■ Provided information ■
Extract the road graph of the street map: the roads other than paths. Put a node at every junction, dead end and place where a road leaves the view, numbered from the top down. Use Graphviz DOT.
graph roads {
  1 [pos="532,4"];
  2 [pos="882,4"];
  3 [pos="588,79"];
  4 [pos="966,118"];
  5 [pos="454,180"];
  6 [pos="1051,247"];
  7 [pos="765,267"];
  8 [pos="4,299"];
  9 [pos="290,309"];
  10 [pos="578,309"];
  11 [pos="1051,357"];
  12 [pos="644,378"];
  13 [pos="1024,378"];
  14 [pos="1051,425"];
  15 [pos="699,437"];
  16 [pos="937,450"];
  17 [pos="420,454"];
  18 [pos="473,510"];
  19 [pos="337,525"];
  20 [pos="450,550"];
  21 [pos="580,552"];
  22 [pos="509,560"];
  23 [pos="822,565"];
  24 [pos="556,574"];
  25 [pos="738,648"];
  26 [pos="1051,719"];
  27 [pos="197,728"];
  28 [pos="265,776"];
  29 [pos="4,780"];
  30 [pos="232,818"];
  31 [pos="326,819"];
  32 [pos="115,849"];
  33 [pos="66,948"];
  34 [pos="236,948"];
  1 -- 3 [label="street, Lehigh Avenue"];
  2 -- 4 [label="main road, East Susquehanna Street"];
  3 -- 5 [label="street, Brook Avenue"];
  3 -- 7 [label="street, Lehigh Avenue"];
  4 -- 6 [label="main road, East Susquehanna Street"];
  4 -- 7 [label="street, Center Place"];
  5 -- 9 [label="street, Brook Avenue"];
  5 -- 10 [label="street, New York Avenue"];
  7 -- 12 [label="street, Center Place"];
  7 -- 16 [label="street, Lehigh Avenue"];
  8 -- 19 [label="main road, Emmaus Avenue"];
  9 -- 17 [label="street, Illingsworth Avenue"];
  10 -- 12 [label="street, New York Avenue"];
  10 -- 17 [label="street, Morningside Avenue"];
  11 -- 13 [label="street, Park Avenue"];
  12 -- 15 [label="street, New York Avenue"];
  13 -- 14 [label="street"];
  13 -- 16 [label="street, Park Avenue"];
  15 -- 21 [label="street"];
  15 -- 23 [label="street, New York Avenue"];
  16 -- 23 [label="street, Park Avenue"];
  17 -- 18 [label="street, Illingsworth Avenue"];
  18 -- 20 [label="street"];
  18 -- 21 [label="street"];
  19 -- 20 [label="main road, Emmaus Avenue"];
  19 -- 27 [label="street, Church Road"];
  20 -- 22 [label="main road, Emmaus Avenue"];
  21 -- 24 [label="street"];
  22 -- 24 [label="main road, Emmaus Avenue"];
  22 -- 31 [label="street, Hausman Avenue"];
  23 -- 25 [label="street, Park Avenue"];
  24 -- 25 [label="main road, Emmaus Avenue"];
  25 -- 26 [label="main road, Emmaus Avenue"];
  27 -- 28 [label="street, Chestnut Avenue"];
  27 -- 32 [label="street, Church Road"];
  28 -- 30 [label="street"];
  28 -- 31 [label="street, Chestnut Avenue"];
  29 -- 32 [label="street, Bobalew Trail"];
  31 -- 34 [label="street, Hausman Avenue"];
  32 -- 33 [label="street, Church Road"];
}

■ Your goal ■
Go through the entries above and write each one out exactly.

■ Result of the exercise ■
Extract the road graph of the street map: the roads other than paths. Put a node at every junction, dead end and place where a road leaves the view, numbered from the top down. Use Graphviz DOT.
graph roads {
  1 [pos="532,4"];
  2 [pos="882,4"];
  3 [pos="588,79"];
  4 [pos="966,118"];
  5 [pos="454,180"];
  6 [pos="1051,247"];
  7 [pos="765,267"];
  8 [pos="4,299"];
  9 [pos="290,309"];
  10 [pos="578,309"];
  11 [pos="1051,357"];
  12 [pos="644,378"];
  13 [pos="1024,378"];
  14 [pos="1051,425"];
  15 [pos="699,437"];
  16 [pos="937,450"];
  17 [pos="420,454"];
  18 [pos="473,510"];
  19 [pos="337,525"];
  20 [pos="450,550"];
  21 [pos="580,552"];
  22 [pos="509,560"];
  23 [pos="822,565"];
  24 [pos="556,574"];
  25 [pos="738,648"];
  26 [pos="1051,719"];
  27 [pos="197,728"];
  28 [pos="265,776"];
  29 [pos="4,780"];
  30 [pos="232,818"];
  31 [pos="326,819"];
  32 [pos="115,849"];
  33 [pos="66,948"];
  34 [pos="236,948"];
  1 -- 3 [label="street, Lehigh Avenue"];
  2 -- 4 [label="main road, East Susquehanna Street"];
  3 -- 5 [label="street, Brook Avenue"];
  3 -- 7 [label="street, Lehigh Avenue"];
  4 -- 6 [label="main road, East Susquehanna Street"];
  4 -- 7 [label="street, Center Place"];
  5 -- 9 [label="street, Brook Avenue"];
  5 -- 10 [label="street, New York Avenue"];
  7 -- 12 [label="street, Center Place"];
  7 -- 16 [label="street, Lehigh Avenue"];
  8 -- 19 [label="main road, Emmaus Avenue"];
  9 -- 17 [label="street, Illingsworth Avenue"];
  10 -- 12 [label="street, New York Avenue"];
  10 -- 17 [label="street, Morningside Avenue"];
  11 -- 13 [label="street, Park Avenue"];
  12 -- 15 [label="street, New York Avenue"];
  13 -- 14 [label="street"];
  13 -- 16 [label="street, Park Avenue"];
  15 -- 21 [label="street"];
  15 -- 23 [label="street, New York Avenue"];
  16 -- 23 [label="street, Park Avenue"];
  17 -- 18 [label="street, Illingsworth Avenue"];
  18 -- 20 [label="street"];
  18 -- 21 [label="street"];
  19 -- 20 [label="main road, Emmaus Avenue"];
  19 -- 27 [label="street, Church Road"];
  20 -- 22 [label="main road, Emmaus Avenue"];
  21 -- 24 [label="street"];
  22 -- 24 [label="main road, Emmaus Avenue"];
  22 -- 31 [label="street, Hausman Avenue"];
  23 -- 25 [label="street, Park Avenue"];
  24 -- 25 [label="main road, Emmaus Avenue"];
  25 -- 26 [label="main road, Emmaus Avenue"];
  27 -- 28 [label="street, Chestnut Avenue"];
  27 -- 32 [label="street, Church Road"];
  28 -- 30 [label="street"];
  28 -- 31 [label="street, Chestnut Avenue"];
  29 -- 32 [label="street, Bobalew Trail"];
  31 -- 34 [label="street, Hausman Avenue"];
  32 -- 33 [label="street, Church Road"];
}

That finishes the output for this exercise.